Si comme moi, vous êtes fan de Dahut et consort (j'avoue, j'en étais amoureux étant jeune), on accroche immédiatement. Les talents de conteur de Gabriel Jan ne sont plus à prouver et on retrouve son sens du récit et de la description hors pair. En peu de mot, on accroche déjà aux personnages et on plonge dans cette lointaine Bretagne si grisante. On ne se lasse pas des visions de la lande bretonne et des pierres levées, de la ville d'Ys la magnifique et sombre cité du vice, l'intérieur des maisons et tavernes… Tout mène à un portrait réaliste et enchanteur qui plonge littéralement le lecteur dans une évasion sans limite. Rajoutez là-dessus des personnages hauts en couleurs et vous obtenez un background solide animé par des personnages attachants et aux destins croisés. Je me souviendrais notamment longtemps des trois druides vieillissants amateurs de bonne chère, de la divine et perverse Dahut qui décidément a toujours autant de charme (oui je sais, je me répète !), de la figure de Gradlon dépassé par son engeance et ployant sous la solitude de la vieillesse, de la révélation quant aux héros qui cache bien son jeu et pléthore de rôles secondaires qui éclairent à merveille la trame principale.

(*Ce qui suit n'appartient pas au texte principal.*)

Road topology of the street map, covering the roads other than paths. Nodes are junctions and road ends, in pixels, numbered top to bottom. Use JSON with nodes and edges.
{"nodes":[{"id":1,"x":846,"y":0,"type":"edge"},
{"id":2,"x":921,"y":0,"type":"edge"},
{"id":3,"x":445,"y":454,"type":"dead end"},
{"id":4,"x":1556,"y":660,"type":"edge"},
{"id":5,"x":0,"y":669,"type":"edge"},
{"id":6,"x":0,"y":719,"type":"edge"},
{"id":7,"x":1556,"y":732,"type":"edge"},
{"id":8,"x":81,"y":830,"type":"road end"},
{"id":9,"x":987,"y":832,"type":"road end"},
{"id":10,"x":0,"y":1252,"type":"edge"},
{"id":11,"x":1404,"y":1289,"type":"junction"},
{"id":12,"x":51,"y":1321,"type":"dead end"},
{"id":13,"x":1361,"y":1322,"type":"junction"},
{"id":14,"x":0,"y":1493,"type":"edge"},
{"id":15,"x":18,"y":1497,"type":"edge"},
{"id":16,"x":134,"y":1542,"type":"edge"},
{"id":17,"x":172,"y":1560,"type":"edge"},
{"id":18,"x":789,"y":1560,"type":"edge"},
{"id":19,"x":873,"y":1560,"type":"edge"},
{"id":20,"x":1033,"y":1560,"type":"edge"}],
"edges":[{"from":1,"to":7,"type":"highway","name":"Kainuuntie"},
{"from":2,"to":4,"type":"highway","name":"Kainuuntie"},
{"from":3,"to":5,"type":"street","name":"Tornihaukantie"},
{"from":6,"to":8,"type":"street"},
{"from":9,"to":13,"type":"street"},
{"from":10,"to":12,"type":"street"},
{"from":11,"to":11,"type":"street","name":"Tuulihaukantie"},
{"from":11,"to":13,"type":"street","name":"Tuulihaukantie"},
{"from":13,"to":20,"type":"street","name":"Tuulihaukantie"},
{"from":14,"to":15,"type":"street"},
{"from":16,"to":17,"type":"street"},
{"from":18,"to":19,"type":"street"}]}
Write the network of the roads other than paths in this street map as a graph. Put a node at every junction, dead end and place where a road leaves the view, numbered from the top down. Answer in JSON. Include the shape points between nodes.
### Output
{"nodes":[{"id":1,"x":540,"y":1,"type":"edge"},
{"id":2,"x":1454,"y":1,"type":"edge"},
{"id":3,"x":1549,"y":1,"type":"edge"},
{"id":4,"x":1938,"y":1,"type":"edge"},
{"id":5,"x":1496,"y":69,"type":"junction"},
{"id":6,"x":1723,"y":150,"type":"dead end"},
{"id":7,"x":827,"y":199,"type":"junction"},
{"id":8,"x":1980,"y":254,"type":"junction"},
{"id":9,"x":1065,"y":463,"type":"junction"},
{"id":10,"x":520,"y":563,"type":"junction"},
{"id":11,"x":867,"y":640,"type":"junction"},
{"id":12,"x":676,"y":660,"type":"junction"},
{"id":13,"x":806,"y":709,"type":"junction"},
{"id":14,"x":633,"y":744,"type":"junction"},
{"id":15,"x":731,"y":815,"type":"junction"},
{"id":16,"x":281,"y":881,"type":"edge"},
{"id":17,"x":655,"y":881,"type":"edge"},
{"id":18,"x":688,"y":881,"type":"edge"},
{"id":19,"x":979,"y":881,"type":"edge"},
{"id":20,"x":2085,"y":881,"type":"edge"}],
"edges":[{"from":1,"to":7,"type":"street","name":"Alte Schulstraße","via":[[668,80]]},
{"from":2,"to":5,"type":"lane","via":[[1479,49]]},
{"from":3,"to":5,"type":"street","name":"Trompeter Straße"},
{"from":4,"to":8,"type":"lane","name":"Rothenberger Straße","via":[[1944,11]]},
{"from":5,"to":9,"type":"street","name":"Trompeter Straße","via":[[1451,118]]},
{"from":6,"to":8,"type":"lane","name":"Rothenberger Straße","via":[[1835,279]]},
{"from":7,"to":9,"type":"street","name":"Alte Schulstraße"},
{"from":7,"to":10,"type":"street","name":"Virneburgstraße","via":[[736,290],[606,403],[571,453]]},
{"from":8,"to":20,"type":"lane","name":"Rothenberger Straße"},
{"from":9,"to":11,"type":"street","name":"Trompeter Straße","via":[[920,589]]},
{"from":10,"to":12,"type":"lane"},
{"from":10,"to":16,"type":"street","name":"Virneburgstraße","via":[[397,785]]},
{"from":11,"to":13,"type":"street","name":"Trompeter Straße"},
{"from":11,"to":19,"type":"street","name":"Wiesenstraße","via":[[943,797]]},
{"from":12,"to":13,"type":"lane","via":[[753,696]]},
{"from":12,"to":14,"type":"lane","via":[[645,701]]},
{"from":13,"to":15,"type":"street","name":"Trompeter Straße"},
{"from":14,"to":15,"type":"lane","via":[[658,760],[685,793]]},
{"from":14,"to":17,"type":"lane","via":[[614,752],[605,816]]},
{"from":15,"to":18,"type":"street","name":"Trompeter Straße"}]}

À ce propos, je ne pensais pas être surpris tant j'ai lu et relu des textes sur Ys. Il semblerait que ce n'était pas suffisant tant la légende prend ici un autre visage notamment celui de l'inconnu qui séduit Dahut et va mener la cité à sa perte. Je me suis rendu compte que sur ce point aussi la christianisation a fait des ravages. Point de Diable dans ce roman mais des anciennes croyances qui ressurgissent, de la magie et de l'herboristerie. Ce point de vue apporte beaucoup au mythe et lui redonne un éclat nouveau et frais. Personnellement, j'ai adhéré et redécouvert une légende à part dans mon cursus personnel. Vous l'avez compris, cette lecture est essentielle dans son genre et comblera largement les amateurs de belles histoires et de mythes fondateurs.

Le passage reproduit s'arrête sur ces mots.